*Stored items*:
::::

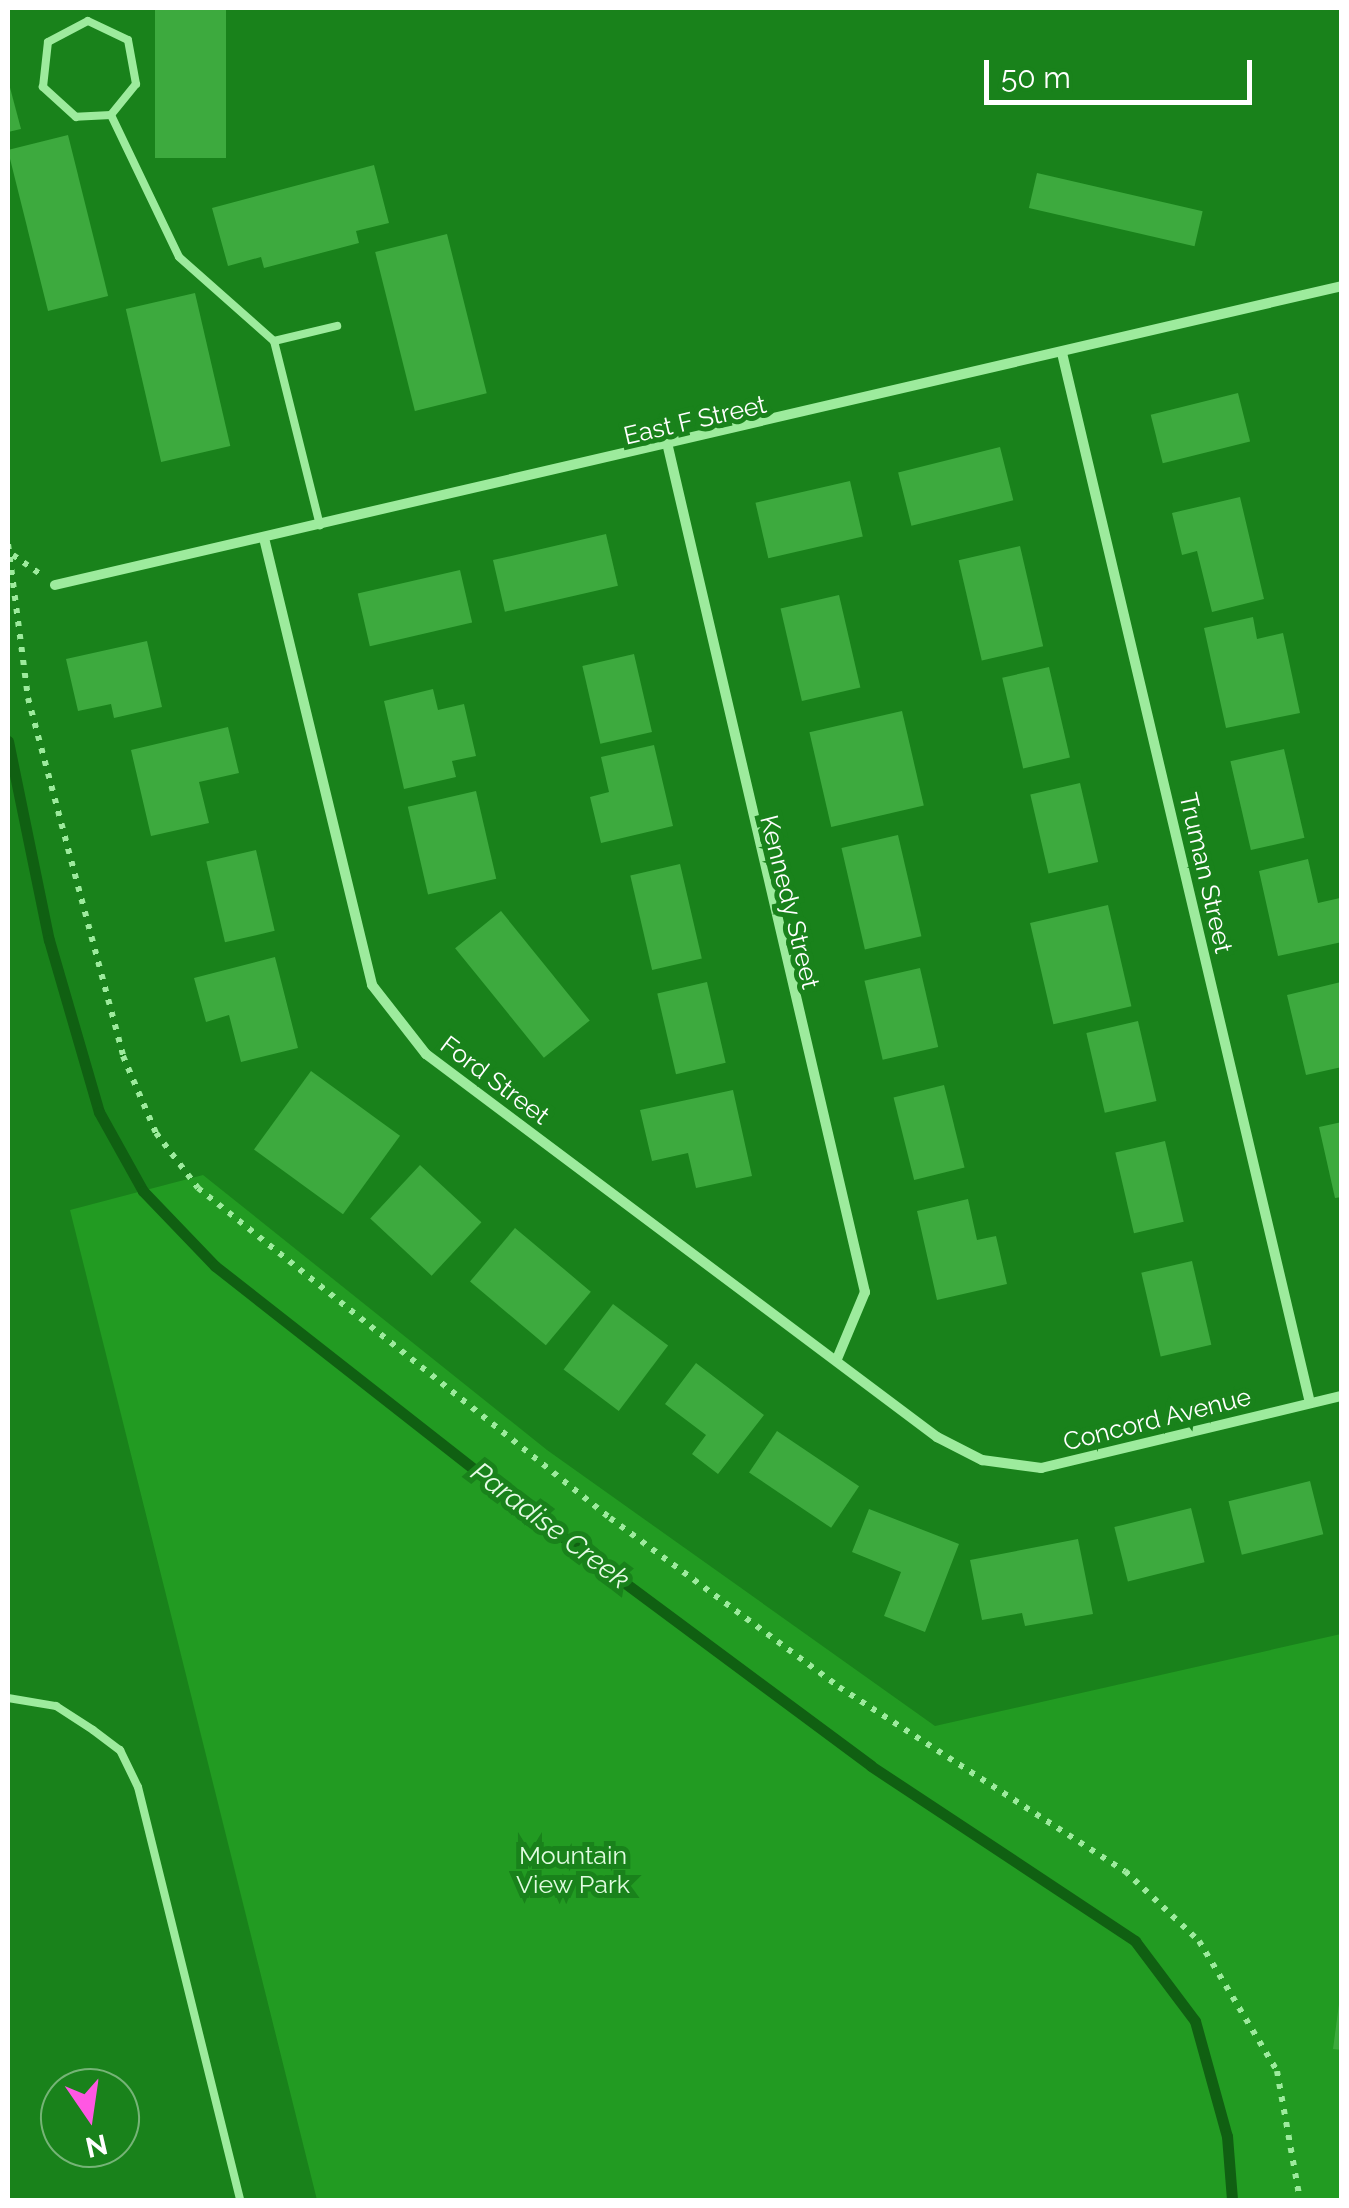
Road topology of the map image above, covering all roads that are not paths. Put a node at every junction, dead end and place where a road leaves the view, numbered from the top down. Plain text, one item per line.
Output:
1 (110, 115) junction
2 (1342, 286) edge
3 (337, 326) dead end
4 (274, 341) junction
5 (1062, 353) junction
6 (668, 447) junction
7 (320, 526) junction
8 (264, 538) junction
9 (55, 585) road end
10 (837, 1359) junction
11 (1342, 1396) edge
12 (1310, 1402) junction
13 (982, 1460) joint
14 (8, 1698) edge
15 (240, 2200) edge

1 - 1 lane
1 - 4 lane
2 - 5 street, East F Street
3 - 4 lane
4 - 7 lane
5 - 6 street, East F Street
5 - 12 street, Truman Street
6 - 7 street, East F Street
6 - 10 street, Kennedy Street
7 - 8 street, East F Street
8 - 9 street, East F Street
8 - 10 street, Ford Street
10 - 13 street, Ford Street
11 - 12 street, Concord Avenue
12 - 13 street, Concord Avenue
14 - 15 lane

::::

*What you have to do*:
Each entry must be set down word for word; no image may be carried over.

*Answer area*:
Road topology of the map image above, covering all roads that are not paths. Put a node at every junction, dead end and place where a road leaves the view, numbered from the top down. Plain text, one item per line.
Output:
1 (110, 115) junction
2 (1342, 286) edge
3 (337, 326) dead end
4 (274, 341) junction
5 (1062, 353) junction
6 (668, 447) junction
7 (320, 526) junction
8 (264, 538) junction
9 (55, 585) road end
10 (837, 1359) junction
11 (1342, 1396) edge
12 (1310, 1402) junction
13 (982, 1460) joint
14 (8, 1698) edge
15 (240, 2200) edge

1 - 1 lane
1 - 4 lane
2 - 5 street, East F Street
3 - 4 lane
4 - 7 lane
5 - 6 street, East F Street
5 - 12 street, Truman Street
6 - 7 street, East F Street
6 - 10 street, Kennedy Street
7 - 8 street, East F Street
8 - 9 street, East F Street
8 - 10 street, Ford Street
10 - 13 street, Ford Street
11 - 12 street, Concord Avenue
12 - 13 street, Concord Avenue
14 - 15 lane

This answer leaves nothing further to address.